## Task details
Check every line of the entries that follow, and copy the ones containing "coordinates".

## Information supplied
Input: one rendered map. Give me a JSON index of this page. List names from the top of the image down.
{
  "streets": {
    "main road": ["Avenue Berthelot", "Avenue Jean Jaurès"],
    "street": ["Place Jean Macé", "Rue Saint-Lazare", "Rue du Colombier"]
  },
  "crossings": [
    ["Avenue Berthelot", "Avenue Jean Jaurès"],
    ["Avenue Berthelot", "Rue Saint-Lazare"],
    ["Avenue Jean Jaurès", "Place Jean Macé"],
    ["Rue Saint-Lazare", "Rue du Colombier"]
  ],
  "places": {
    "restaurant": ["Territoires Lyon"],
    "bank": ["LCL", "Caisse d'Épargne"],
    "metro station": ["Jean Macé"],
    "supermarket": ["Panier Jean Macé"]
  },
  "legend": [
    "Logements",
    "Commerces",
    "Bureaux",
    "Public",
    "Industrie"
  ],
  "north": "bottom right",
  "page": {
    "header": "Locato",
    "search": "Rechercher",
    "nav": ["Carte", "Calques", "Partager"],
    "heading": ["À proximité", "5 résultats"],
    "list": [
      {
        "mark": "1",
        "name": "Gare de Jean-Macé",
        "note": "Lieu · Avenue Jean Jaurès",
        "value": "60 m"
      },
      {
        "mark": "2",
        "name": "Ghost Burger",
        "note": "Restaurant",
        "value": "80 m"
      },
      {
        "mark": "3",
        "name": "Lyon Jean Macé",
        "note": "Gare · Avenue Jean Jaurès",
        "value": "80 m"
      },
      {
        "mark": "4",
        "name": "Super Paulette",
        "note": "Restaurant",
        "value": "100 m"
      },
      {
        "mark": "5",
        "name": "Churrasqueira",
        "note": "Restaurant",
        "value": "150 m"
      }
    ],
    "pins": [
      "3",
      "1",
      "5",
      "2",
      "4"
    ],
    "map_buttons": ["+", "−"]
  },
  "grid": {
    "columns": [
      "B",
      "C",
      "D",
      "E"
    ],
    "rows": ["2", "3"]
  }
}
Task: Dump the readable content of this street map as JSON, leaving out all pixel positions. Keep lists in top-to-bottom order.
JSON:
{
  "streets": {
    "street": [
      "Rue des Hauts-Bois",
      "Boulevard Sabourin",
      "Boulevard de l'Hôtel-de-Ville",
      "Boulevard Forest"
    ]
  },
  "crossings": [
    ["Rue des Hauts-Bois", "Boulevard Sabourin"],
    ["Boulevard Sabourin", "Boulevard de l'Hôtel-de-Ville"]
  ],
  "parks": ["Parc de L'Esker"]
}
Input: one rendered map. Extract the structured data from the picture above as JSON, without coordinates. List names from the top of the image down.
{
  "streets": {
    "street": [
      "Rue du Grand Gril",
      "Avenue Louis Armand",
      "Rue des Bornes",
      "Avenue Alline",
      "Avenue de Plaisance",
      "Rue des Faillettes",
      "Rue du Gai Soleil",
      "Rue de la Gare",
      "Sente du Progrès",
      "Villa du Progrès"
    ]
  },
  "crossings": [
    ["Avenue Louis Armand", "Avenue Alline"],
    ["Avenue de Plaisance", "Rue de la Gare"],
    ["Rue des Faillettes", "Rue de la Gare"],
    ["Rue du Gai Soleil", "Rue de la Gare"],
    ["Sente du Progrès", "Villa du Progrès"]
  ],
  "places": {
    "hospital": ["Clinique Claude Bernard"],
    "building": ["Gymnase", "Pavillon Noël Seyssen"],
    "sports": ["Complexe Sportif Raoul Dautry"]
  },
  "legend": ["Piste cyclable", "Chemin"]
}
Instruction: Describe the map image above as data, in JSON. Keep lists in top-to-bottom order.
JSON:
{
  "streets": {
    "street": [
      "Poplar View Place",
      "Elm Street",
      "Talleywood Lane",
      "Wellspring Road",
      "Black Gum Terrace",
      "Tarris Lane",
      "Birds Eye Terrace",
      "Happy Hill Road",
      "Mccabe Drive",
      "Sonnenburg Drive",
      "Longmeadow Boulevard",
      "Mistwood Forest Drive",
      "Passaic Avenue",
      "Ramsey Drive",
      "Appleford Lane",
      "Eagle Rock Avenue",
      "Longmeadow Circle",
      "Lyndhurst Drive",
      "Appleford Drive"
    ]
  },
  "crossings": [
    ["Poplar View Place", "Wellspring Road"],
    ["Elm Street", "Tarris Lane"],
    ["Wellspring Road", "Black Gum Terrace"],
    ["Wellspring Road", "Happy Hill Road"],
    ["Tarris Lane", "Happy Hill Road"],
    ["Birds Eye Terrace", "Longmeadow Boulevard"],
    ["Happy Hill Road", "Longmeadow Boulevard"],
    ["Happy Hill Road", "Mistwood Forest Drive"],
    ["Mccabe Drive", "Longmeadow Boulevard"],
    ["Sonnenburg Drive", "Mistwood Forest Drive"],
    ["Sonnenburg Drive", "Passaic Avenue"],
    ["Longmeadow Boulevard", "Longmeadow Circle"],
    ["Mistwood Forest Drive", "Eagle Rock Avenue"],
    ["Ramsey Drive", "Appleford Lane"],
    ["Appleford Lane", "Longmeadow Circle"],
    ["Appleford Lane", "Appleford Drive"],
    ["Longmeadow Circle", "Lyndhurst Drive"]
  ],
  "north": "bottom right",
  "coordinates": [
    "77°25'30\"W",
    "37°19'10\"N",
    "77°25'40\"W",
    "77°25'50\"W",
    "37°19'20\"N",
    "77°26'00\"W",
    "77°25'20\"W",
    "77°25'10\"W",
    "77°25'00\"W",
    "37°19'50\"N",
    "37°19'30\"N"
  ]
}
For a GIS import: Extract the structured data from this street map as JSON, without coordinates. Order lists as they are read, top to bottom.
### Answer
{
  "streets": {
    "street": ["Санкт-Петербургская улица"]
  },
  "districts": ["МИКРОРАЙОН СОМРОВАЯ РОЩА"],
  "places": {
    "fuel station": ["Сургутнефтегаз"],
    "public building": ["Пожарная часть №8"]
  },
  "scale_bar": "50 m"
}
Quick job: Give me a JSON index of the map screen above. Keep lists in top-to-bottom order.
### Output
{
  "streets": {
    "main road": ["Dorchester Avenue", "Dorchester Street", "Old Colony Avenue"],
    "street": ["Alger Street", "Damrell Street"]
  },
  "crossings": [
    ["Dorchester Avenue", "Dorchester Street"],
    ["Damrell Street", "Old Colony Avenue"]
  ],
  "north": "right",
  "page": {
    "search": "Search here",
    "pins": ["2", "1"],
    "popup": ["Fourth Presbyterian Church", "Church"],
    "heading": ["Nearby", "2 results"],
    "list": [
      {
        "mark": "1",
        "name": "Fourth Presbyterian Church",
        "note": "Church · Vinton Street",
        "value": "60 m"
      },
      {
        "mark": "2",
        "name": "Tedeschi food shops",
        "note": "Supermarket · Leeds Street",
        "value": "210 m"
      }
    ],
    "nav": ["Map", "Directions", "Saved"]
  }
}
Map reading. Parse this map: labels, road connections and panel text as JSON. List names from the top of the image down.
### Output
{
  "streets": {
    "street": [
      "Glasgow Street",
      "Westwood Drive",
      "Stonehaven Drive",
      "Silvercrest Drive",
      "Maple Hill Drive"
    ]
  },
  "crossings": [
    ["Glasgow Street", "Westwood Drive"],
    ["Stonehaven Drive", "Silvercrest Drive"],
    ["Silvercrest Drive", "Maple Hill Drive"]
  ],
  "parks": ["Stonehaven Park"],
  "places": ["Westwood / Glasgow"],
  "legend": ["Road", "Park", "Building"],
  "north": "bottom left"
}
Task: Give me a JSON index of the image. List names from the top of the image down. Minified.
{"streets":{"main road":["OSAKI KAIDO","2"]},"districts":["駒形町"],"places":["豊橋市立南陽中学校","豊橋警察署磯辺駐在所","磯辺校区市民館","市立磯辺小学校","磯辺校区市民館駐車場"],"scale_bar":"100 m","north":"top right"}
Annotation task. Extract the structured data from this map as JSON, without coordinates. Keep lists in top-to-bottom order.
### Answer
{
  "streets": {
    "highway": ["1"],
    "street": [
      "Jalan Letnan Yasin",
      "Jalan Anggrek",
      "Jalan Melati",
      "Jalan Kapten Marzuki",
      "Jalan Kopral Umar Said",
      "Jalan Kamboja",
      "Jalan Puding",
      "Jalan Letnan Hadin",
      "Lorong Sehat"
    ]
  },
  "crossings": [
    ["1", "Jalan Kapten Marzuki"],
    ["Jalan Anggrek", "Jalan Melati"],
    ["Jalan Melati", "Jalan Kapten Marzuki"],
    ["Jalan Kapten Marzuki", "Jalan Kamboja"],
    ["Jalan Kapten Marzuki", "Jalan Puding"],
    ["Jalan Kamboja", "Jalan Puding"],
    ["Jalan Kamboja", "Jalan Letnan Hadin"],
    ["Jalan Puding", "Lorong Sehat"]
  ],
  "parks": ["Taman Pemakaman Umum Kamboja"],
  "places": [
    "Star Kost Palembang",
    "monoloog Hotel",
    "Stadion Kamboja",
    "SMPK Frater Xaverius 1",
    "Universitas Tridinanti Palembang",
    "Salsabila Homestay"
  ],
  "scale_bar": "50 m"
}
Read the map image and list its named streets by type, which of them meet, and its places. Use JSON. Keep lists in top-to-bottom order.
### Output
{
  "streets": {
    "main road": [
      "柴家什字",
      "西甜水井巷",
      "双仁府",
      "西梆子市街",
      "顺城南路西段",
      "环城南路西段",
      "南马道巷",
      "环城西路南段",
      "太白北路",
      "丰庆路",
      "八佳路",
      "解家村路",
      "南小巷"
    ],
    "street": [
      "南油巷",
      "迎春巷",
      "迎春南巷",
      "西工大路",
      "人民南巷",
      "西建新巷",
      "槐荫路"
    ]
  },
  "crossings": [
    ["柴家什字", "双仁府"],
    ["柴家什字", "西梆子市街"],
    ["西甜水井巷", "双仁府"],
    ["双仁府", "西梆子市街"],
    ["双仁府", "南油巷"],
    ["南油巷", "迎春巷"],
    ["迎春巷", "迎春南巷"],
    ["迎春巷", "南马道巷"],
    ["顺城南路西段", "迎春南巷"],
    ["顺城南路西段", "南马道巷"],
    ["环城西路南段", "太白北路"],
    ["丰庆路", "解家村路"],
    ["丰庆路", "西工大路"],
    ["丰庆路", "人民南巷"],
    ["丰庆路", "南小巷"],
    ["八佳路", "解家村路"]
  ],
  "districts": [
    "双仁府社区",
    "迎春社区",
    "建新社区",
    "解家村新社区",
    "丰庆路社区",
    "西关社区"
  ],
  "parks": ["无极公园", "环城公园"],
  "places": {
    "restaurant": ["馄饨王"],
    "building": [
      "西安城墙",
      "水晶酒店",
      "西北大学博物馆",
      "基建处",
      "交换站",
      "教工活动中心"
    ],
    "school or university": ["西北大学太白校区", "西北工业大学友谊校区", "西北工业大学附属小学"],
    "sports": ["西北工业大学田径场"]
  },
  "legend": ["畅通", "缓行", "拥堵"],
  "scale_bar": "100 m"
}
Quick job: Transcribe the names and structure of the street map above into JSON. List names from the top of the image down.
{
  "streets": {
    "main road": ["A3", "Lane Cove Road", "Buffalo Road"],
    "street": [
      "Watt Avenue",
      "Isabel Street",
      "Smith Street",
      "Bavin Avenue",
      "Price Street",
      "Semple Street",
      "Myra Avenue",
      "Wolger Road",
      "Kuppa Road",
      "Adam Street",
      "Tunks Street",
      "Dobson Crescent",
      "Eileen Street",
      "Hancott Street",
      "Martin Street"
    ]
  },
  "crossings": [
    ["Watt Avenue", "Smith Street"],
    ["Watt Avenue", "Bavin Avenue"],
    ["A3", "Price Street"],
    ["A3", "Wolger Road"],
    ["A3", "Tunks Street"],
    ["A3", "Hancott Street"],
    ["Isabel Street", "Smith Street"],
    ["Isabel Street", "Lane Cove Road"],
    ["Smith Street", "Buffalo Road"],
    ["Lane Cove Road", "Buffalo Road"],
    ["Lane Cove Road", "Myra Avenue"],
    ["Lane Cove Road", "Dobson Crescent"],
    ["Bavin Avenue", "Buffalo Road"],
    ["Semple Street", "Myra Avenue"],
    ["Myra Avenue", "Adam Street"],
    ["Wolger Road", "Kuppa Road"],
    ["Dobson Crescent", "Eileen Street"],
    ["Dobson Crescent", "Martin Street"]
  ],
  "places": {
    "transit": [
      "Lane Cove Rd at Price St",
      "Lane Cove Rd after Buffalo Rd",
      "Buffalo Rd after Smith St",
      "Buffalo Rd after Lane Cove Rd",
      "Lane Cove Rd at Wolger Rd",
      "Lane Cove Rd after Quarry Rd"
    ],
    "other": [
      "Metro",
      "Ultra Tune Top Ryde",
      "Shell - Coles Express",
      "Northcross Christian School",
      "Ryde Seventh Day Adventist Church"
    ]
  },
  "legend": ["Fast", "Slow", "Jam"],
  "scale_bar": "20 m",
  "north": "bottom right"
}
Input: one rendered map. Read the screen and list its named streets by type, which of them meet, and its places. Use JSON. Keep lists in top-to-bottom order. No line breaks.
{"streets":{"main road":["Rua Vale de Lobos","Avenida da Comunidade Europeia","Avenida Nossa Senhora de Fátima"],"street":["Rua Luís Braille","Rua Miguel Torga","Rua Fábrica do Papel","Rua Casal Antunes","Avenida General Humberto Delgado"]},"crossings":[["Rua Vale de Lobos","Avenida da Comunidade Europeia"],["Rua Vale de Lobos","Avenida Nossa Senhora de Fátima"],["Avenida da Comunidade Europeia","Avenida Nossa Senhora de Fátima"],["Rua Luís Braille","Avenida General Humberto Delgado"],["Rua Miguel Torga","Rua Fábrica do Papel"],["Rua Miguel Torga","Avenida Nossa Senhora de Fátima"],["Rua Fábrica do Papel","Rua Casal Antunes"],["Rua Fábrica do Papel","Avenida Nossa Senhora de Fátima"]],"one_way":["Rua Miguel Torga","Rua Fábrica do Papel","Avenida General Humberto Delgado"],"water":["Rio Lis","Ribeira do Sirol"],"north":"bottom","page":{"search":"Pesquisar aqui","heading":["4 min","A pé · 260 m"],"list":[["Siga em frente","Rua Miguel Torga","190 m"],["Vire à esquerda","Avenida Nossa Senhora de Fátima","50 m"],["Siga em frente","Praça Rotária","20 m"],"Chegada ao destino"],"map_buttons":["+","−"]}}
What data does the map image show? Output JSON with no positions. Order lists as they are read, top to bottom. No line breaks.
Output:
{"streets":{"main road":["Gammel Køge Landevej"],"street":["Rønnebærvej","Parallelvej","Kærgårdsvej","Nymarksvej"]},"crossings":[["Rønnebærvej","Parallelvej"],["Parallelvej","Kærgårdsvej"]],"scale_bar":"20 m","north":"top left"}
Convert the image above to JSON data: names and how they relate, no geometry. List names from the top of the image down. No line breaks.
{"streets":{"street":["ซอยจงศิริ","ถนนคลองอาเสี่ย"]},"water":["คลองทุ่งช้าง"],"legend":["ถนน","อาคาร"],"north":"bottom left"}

## Answer for the task
Input: one rendered map. Extract the structured data from the picture above as JSON, without coordinates. List names from the top of the image down.
  "coordinates": [
For a GIS import: Extract the structured data from this street map as JSON, without coordinates. Order lists as they are read, top to bottom.
Annotation task. Extract the structured data from this map as JSON, without coordinates. Keep lists in top-to-bottom order.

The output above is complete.